▶ _EXERCISE INSTRUCTIONS_:
Across the records that follow, determine how many lines contain "Carrera" and give only the resulting number.

▶ _RECORDS FOR PROCESSING_:

- - - - -

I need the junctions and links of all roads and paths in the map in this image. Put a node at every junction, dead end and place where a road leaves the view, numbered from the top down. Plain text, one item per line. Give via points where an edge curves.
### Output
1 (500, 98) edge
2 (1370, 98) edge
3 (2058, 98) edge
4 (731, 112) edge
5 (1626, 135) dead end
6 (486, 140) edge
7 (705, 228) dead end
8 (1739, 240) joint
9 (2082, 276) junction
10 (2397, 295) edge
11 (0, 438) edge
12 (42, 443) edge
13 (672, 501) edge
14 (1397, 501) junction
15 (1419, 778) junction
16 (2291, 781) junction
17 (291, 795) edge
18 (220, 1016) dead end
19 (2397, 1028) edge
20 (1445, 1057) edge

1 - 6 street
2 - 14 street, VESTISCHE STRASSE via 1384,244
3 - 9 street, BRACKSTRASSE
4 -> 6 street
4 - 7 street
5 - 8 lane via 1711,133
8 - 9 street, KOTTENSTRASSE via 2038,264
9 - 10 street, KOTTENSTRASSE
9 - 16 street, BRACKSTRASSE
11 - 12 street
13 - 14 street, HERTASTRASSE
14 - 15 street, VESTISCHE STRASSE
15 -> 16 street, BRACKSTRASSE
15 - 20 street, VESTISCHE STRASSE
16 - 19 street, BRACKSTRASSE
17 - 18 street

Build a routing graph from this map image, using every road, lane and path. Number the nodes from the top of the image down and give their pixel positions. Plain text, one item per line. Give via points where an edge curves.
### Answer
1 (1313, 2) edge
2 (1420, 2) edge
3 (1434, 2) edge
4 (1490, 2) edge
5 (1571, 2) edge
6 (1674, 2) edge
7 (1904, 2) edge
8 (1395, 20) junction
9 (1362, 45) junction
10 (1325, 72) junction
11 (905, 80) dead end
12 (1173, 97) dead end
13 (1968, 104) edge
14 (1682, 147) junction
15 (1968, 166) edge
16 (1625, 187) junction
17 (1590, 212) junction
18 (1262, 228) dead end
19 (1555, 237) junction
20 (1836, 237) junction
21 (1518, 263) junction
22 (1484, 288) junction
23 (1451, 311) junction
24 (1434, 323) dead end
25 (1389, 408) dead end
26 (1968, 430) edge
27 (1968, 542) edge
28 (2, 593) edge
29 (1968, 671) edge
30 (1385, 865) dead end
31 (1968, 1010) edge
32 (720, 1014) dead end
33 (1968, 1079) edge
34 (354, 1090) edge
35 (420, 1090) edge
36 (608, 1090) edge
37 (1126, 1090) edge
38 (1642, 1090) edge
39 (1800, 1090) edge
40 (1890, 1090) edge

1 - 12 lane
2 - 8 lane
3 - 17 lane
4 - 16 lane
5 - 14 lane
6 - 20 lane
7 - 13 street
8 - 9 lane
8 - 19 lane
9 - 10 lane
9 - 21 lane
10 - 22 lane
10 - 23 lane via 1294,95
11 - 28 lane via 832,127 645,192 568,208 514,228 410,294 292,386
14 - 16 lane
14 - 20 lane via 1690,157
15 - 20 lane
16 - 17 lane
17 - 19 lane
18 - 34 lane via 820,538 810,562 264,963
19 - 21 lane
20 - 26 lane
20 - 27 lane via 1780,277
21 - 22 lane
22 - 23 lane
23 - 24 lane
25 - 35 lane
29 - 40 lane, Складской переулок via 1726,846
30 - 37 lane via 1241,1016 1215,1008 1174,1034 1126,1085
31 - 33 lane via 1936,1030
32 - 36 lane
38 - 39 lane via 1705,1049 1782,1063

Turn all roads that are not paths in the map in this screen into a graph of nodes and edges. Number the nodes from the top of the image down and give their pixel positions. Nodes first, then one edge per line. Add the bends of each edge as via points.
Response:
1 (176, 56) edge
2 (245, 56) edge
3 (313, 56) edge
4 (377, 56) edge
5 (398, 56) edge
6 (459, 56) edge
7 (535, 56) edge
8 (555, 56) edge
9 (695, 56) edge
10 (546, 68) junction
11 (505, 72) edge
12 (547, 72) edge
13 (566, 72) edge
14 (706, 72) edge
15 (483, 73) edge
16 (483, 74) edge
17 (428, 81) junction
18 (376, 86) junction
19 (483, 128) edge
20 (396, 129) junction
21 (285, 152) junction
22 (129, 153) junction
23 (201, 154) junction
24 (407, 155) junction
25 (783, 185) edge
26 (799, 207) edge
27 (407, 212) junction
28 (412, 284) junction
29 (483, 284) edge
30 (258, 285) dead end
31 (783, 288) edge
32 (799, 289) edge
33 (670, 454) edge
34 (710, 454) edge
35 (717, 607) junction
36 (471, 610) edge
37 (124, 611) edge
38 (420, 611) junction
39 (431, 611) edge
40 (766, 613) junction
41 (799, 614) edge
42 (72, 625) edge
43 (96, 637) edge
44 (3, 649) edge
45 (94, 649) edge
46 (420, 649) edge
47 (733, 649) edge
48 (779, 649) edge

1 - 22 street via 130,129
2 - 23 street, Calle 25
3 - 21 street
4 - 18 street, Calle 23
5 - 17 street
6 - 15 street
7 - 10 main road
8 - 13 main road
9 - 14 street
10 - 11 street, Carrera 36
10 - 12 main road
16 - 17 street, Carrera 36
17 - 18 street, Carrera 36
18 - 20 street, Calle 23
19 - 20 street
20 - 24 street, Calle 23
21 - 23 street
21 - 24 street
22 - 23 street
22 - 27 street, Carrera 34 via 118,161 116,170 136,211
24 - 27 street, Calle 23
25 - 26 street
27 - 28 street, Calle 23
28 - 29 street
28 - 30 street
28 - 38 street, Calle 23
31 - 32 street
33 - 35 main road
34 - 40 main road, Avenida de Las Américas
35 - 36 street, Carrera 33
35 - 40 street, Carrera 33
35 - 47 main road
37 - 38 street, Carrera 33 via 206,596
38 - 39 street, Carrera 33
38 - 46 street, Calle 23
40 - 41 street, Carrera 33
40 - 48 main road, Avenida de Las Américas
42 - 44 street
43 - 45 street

- - - - -

▶ _RESPONSE_:
9